> _Exercise_
State how many lines of the data contain the word "paths", and write nothing besides the number.

> _Records shown_
════════════════

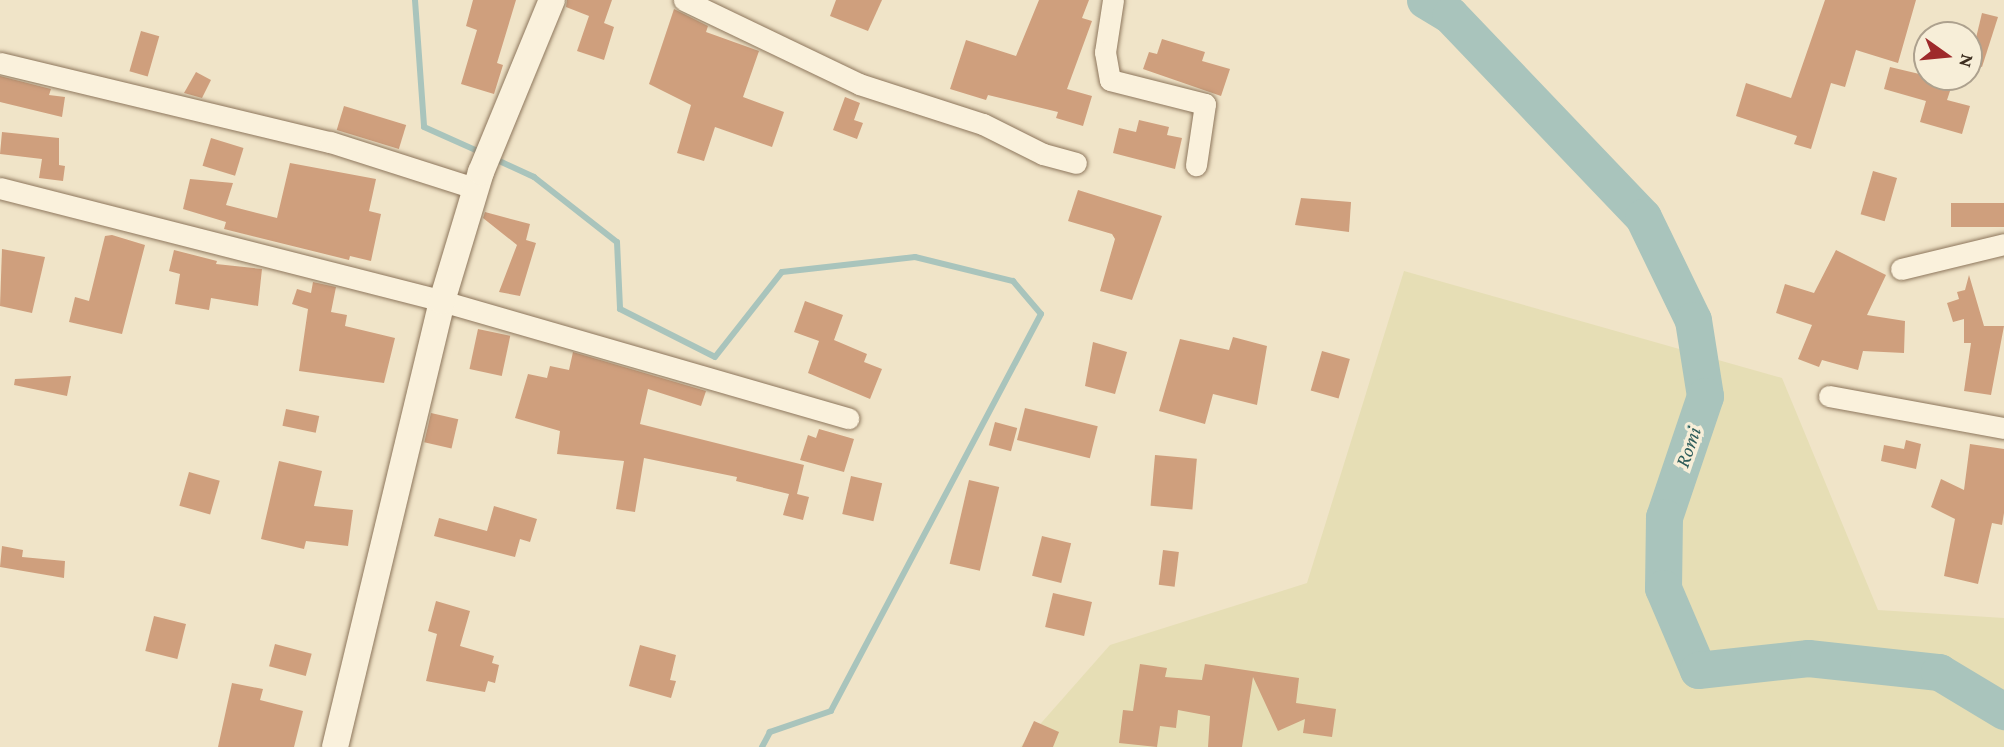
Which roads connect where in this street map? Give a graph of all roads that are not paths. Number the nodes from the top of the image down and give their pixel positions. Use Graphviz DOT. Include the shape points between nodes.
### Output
graph roads {
  1 [pos="552,0"];
  2 [pos="684,0"];
  3 [pos="1112,0"];
  4 [pos="0,63"];
  5 [pos="1076,163"];
  6 [pos="1196,165"];
  7 [pos="479,181"];
  8 [pos="0,188"];
  9 [pos="2004,244"];
  10 [pos="1901,269"];
  11 [pos="442,301"];
  12 [pos="1829,396"];
  13 [pos="848,418"];
  14 [pos="2004,428"];
  15 [pos="335,747"];
  1 -- 7 [label="street"];
  2 -- 5 [label="street" via="859,84 983,124 1043,154"];
  3 -- 6 [label="street" via="1105,52 1110,80 1205,104"];
  4 -- 7 [label="street"];
  7 -- 11 [label="street"];
  8 -- 11 [label="street"];
  9 -- 10 [label="street"];
  11 -- 13 [label="street"];
  11 -- 15 [label="street"];
  12 -- 14 [label="street"];
}
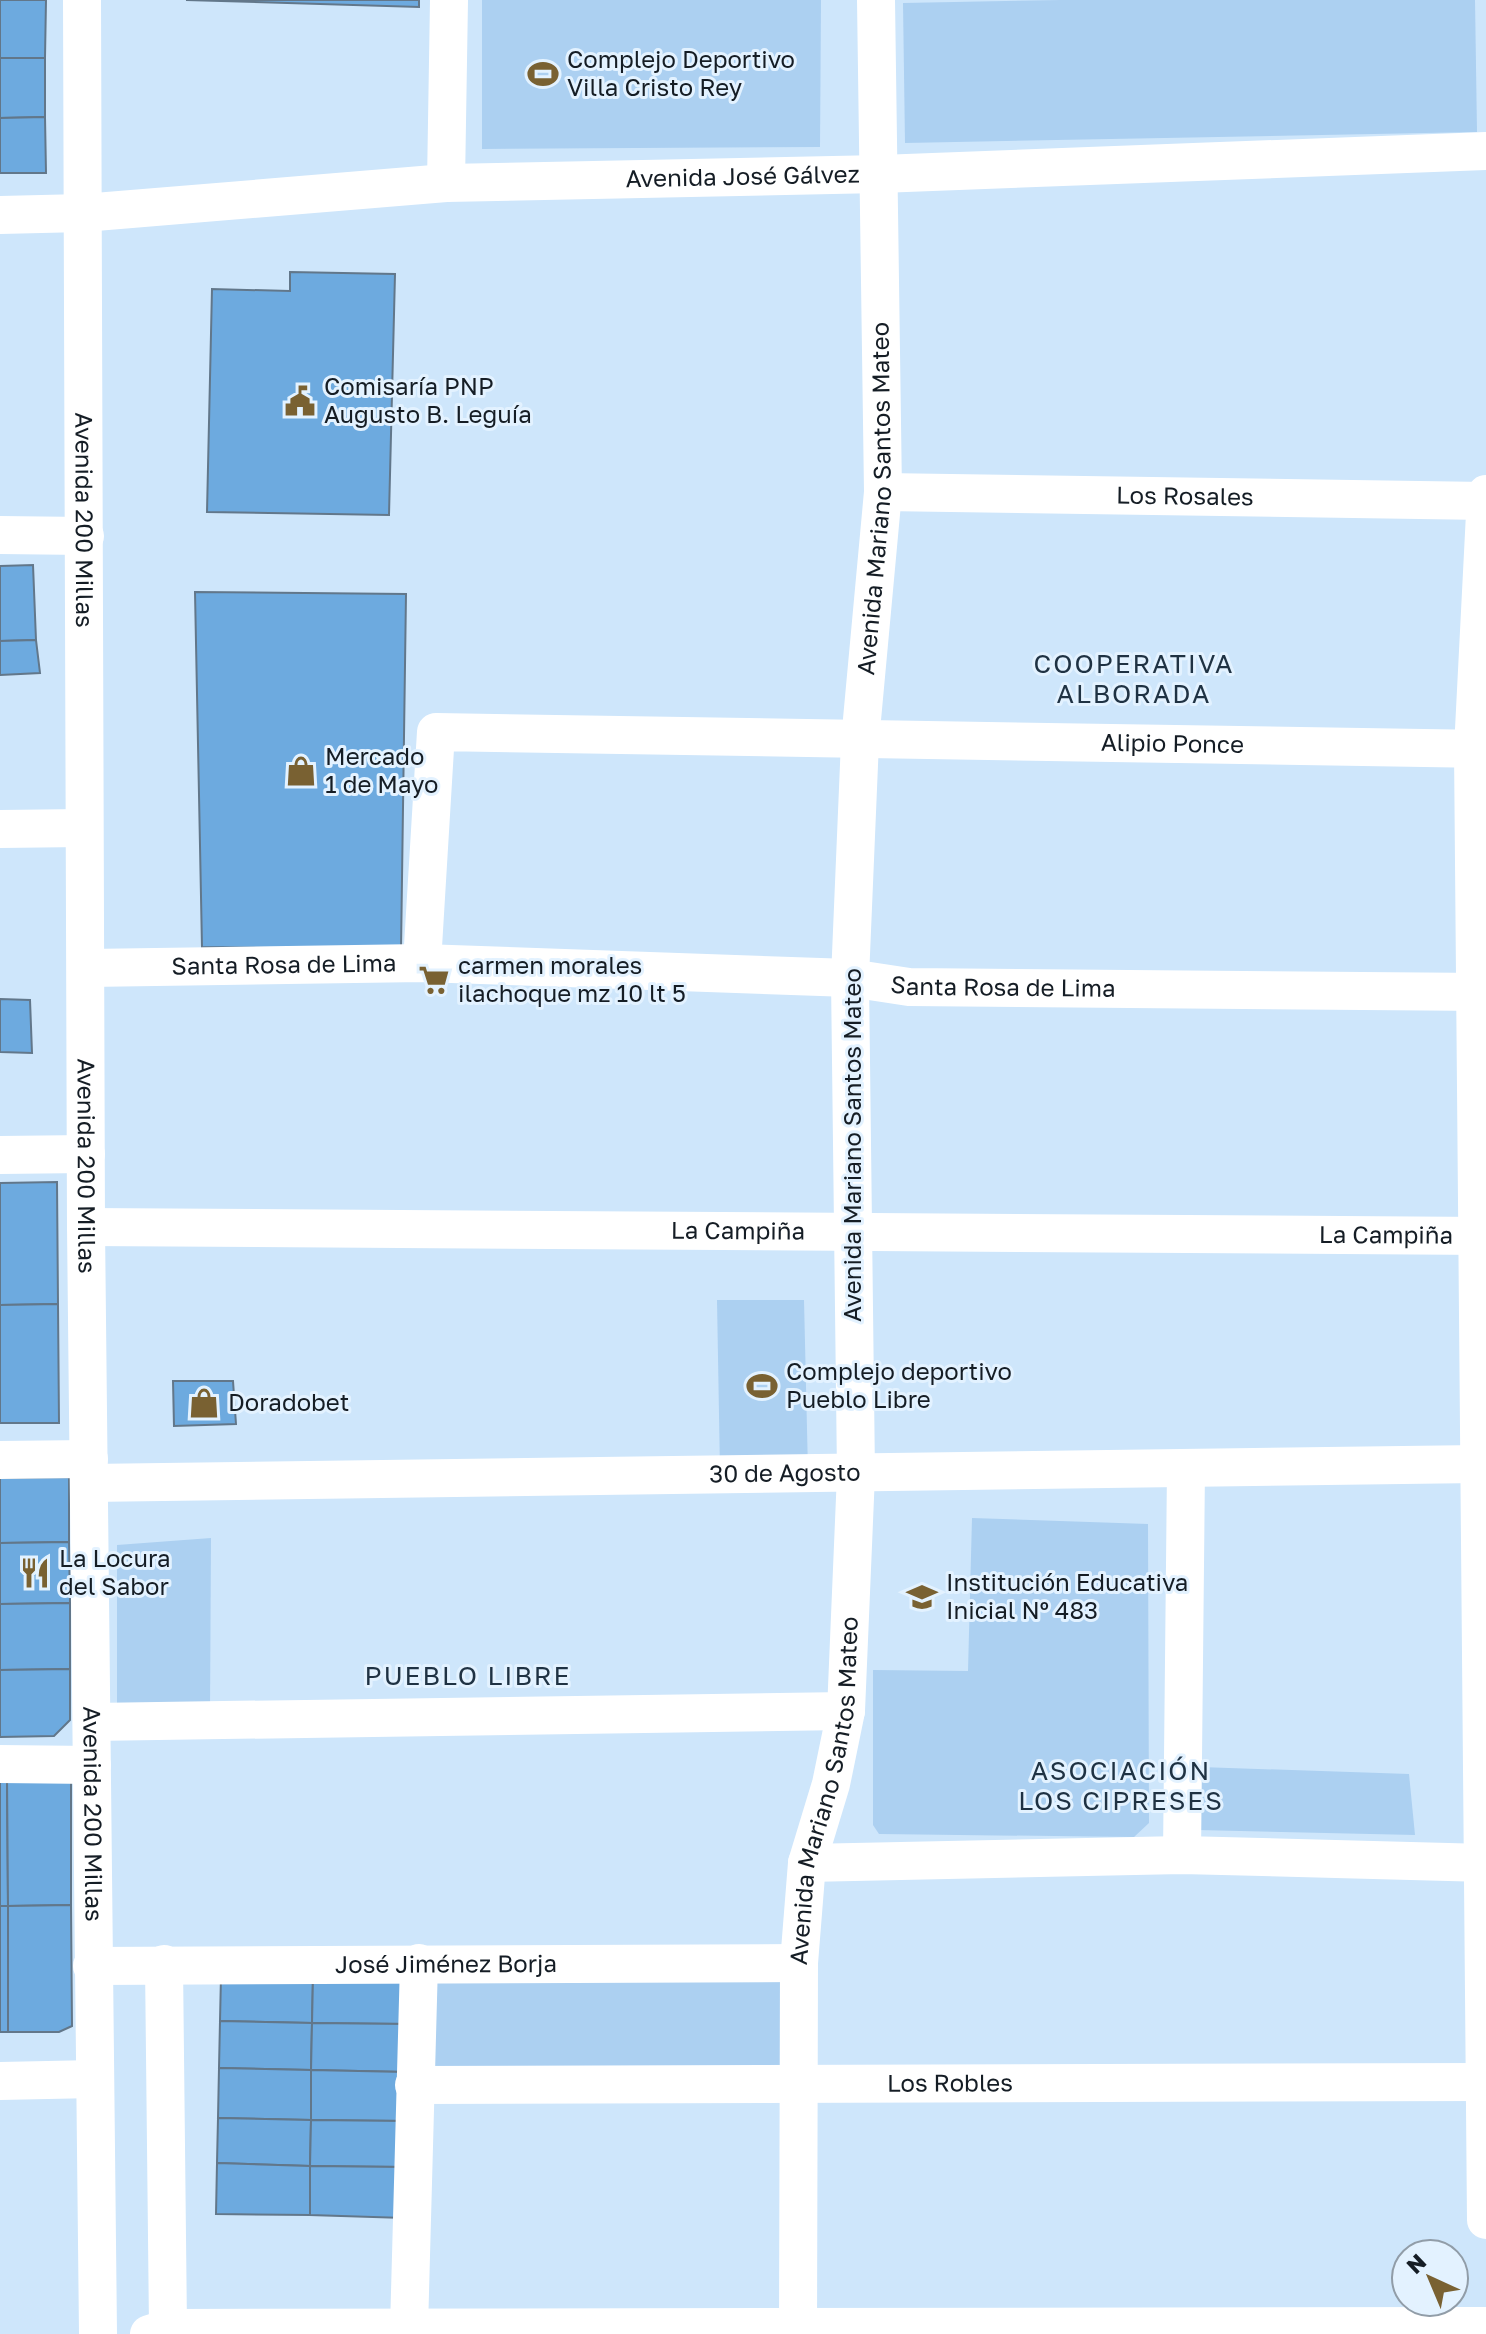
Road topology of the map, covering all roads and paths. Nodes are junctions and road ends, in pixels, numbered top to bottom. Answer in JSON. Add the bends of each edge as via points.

════════════════

> _Completed task_
2